1. Where can I find the official NYS and NYC building codes online? The NYS Uniform Code is available for free on the NYS Department of State website. The NYC Construction Codes are available for free on the NYC Department of Buildings website.

2. What's the main difference between a fire barrier and a fire partition? A fire barrier generally has a higher fire-resistance rating and more stringent requirements for continuity. It is used for major separations, like creating separate buildings for area calculations, separating different occupancies, or enclosing exit stairwells. A fire partition typically has a lower rating (e.g., 1-hour) and is used for less critical separations, such as corridor walls or walls separating tenant spaces.

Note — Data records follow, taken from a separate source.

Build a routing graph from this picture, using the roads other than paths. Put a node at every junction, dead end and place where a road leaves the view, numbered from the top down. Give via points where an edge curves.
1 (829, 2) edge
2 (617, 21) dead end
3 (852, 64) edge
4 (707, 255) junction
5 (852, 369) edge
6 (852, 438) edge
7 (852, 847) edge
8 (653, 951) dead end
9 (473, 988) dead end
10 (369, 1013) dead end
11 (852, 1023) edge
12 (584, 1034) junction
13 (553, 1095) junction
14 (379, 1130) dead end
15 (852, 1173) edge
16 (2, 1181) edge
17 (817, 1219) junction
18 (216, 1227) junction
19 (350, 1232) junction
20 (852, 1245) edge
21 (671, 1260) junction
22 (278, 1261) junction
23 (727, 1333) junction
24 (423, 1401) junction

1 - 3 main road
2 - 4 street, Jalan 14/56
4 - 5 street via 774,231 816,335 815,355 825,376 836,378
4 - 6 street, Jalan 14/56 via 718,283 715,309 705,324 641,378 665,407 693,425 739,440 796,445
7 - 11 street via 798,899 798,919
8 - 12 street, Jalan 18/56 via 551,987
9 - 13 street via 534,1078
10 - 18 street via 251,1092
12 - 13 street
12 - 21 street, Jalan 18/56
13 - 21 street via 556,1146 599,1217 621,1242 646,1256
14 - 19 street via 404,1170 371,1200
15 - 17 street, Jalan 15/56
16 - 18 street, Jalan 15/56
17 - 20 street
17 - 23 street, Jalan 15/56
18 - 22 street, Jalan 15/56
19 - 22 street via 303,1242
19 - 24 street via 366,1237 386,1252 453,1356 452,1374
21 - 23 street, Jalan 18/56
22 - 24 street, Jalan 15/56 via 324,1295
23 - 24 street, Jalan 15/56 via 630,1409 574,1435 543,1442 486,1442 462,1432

3. Does the NYS Uniform Code apply everywhere in the state? The Uniform Code applies to all areas of New York State except for New York City. Local municipalities can adopt more restrictive local laws, but they cannot waive the minimum requirements of the state code.

4. Is a smoke partition required to have a fire-resistance rating? No, a smoke partition itself is not required by code to be fire-rated. Its purpose is solely to limit the movement of smoke. However, a wall may be required to function as both a smoke partition and a fire-rated assembly (like a fire partition), in which case it must meet the requirements for both.

5. What typically triggers the requirement for a smoke control system? Smoke control systems are typically required in atriums, high-rise buildings, covered mall buildings, and some underground structures.

6. Do I need a special inspector for smoke control systems in NYC? Yes. NYC Building Code Chapter 17 requires special inspections for the installation and testing of all smoke control systems to ensure they are installed according to the approved plans and function as designed.

7. How often are the NYS and NYC codes updated? Both jurisdictions generally operate on a 3-to-6-year code adoption cycle, aligning with the update cycle of the model I-Codes. However, New York City frequently amends its codes more often through the passage of Local Laws.

8. Is an FDNY review required for all projects in NYC? No, but FDNY review and approval are required for all projects that include the installation or modification of fire alarm systems, sprinkler systems, standpipe systems, smoke control systems, and other regulated fire protection systems.